UN-backed Libya negotiations failed to reach consensus on elections | Middle East News

UN-backed Libya negotiations failed to reach consensus on elections | Middle East News



The United Nations said the Libyan representative failed to agree on a legal framework for holding presidential and parliamentary elections later this year, putting an agreed road map to end the conflict there in jeopardy.

The United Nations Support Mission in Libya said on Saturday that the Libyan Political Dialogue Forum (LPDF), an organization composed of 75 members from all walks of life in Libya, concluded a five-day meeting in a hotel outside Geneva on Friday.

Participants in the UN mediation talks discussed several proposals to establish a constitutional basis for the elections, some of which were inconsistent with the roadmap for setting a December 24 vote. The delegation stated that others tried to create conditions for holding elections as planned.

The UN delegation stated that the members of the LPDF had formed a committee whose task was to bridge the gap between the proposals submitted to the forum. But the deadlock still exists.

“This is regrettable,” said mission coordinator Raisedon Zenenga. “The people of Libya will definitely be disappointed because they still long for the opportunity to exercise their democratic rights in the presidential and parliamentary elections on December 24.”

The delegation urged members of the forum to continue consultations to agree on “workable compromises and consolidate what unites them.” It warned that “proposals that will not make the election feasible and that an election may be held on December 24 will not be accepted”.

“This is not the result many of us had hoped for, but given the options on the table, it is a better result,” forum member Elham Saudi wrote on Twitter. “This will only delay the fight, and will not solve the problem.”

Al Jazeera’s Malik Traina reported from Tripoli that the continuing differences between Libya’s major political groups proved insurmountable.

“This is a created body [by the UN] To help reach consensus and reach agreement.they [the delegates] It was intended to propose a constitutional framework for the elections to be held in December, but there are serious differences between them.

“Despite the appointment of an interim government in February, both sides proposed different candidates. Libya still has differences on how to hold elections in December,” he said.

UN Criticism

More than two dozen LPDF members criticized the UN delegation’s proposal that the forum vote on proposals including keeping the current government in power and holding only legislative elections.

The US special envoy for Libya, Richard Norland, accused “several members” of the forum of apparently trying to insert “poison pills” by “extending constitutional procedures or creating new conditions that must be met” to ensure that elections do not occur. . Hold elections”.

“We hope that the 75 Libyans in LPDF will recommit themselves to giving the 7 million Libyans across the country a say in shaping Libya’s future,” he said.

Christian Barker, Director of the Middle East and North Africa Department of the German Ministry of Foreign Affairs, urged LPDF members to stick to the road map for the December elections.

He tweeted: “Any delay will open the door to dangerous situations.”

Hard road

The interim government led by Prime Minister Abdul Hamid Dbeibah appointment Earlier this year, the forum was caught in a vote on corruption allegations. Its main task is to prepare for the December elections in order to stabilize the divided country.

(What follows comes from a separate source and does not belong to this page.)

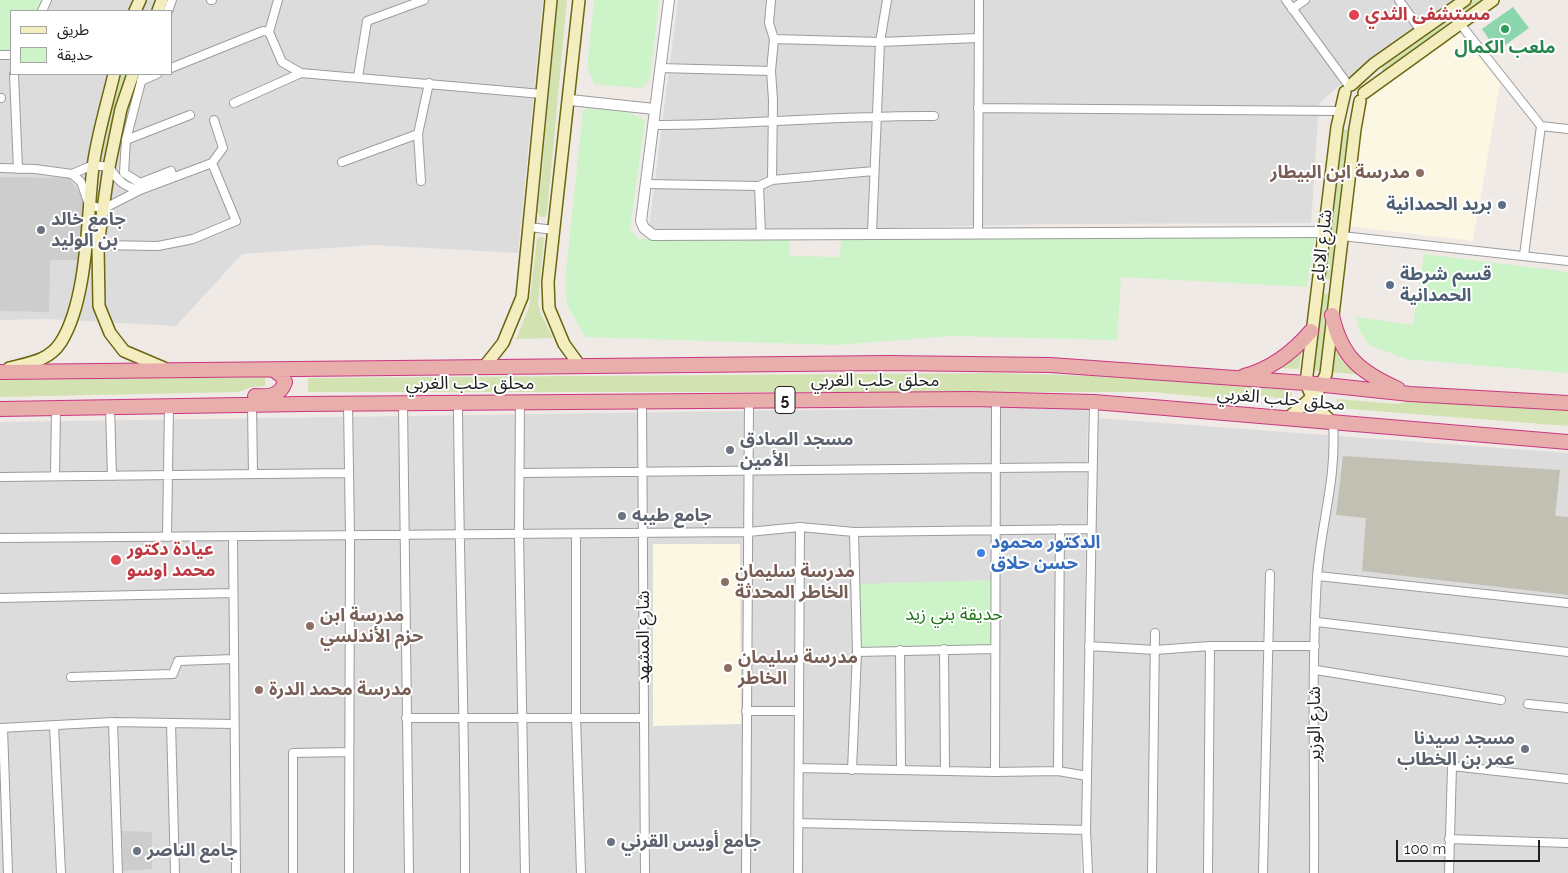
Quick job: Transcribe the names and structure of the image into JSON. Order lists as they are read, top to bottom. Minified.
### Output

Since the 2011 NATO-backed uprising overthrew and killed the long-time ruler Gaddafi, Libya has been plagued by corruption and instability. In recent years, the country has split into a United Nations-recognized government in the capital Tripoli and a hostile authority based in Libya. The east of the country.

Each party has the support of armed groups and foreign governments.The United Nations estimated that at least 20,000 foreign fighters and mercenaries In Libya, this includes the Turkish army, Syrians, Russians, Sudanese and Chadians.

In April 2019, with the support of Egypt and the United Arab Emirates, the eastern commander Khalifa Haftar and his forces launched an offensive in an attempt to seize the capital of Tripoli.14 months in Haftar activity After Turkey used hundreds of troops and thousands of Syrian mercenaries to strengthen its military support for the government recognized by the United Nations, Turkey collapsed.

Last October, a Ceasefire agreement The agreement reached led to elections in December and the inauguration of the transitional government in February. The agreement includes a requirement that all foreign fighters and mercenaries leave Libya within 90 days, but this requirement has not been met.